Task details: Search the material for "BARTOLOMÉ" and copy each line in which it is found.

Dataset entries:
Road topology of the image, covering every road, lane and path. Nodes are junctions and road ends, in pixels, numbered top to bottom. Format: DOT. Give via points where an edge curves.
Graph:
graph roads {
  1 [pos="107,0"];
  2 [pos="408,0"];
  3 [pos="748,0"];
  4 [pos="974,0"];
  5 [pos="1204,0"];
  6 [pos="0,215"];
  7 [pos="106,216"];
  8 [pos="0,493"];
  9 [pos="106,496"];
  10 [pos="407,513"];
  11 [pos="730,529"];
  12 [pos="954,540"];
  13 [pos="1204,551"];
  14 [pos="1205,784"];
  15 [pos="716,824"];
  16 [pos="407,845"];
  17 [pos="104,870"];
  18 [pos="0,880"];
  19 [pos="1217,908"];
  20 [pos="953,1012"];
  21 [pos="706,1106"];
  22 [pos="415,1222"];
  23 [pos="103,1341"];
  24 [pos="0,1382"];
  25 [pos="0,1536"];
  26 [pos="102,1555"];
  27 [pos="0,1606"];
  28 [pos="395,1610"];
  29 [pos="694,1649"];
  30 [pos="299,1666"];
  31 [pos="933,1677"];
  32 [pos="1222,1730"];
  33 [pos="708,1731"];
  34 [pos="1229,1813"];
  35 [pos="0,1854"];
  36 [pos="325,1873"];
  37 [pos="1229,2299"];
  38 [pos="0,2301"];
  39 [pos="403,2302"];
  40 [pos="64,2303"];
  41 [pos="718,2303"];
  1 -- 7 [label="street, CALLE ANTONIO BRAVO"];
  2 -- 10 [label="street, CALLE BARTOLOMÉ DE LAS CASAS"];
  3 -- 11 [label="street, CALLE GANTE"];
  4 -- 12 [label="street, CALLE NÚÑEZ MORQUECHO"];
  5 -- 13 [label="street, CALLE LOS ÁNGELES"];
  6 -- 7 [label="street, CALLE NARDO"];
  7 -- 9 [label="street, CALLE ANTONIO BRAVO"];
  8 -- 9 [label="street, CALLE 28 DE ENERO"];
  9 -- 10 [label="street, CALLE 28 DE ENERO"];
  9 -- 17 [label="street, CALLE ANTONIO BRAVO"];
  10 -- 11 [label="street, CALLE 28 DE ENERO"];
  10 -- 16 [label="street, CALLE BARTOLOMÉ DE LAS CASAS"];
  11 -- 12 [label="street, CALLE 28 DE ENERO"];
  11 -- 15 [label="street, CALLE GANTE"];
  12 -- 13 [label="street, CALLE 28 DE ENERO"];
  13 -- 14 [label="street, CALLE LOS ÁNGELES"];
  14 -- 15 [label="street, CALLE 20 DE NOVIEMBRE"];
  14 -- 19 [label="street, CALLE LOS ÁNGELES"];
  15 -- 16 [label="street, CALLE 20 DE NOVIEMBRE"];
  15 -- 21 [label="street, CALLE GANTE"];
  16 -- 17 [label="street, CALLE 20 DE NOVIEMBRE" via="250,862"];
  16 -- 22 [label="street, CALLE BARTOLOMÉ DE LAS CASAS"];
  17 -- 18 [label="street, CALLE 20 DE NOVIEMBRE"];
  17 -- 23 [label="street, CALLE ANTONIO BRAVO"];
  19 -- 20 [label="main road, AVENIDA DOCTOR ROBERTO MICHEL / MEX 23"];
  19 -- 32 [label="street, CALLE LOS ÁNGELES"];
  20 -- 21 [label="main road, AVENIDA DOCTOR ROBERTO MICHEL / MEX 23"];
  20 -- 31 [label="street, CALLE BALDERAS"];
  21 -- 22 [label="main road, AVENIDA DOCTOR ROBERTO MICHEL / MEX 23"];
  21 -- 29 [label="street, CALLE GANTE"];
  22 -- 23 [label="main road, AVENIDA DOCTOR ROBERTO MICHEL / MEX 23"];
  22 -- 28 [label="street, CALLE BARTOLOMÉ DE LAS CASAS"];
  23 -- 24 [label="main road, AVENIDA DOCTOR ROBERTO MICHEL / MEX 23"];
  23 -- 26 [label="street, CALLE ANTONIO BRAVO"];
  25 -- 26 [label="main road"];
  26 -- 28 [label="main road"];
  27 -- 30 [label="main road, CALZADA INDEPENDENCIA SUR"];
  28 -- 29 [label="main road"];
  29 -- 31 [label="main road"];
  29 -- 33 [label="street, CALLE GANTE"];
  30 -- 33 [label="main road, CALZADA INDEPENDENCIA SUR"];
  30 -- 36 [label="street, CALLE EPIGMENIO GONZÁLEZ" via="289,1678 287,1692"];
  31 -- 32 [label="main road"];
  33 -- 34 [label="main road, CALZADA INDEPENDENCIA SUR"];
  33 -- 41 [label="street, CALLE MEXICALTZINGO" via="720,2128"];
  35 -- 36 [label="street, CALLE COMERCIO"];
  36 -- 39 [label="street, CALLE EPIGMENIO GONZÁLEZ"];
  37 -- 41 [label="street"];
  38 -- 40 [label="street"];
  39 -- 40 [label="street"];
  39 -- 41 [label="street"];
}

Finished task:
  2 -- 10 [label="street, CALLE BARTOLOMÉ DE LAS CASAS"];
  10 -- 16 [label="street, CALLE BARTOLOMÉ DE LAS CASAS"];
  16 -- 22 [label="street, CALLE BARTOLOMÉ DE LAS CASAS"];
  22 -- 28 [label="street, CALLE BARTOLOMÉ DE LAS CASAS"];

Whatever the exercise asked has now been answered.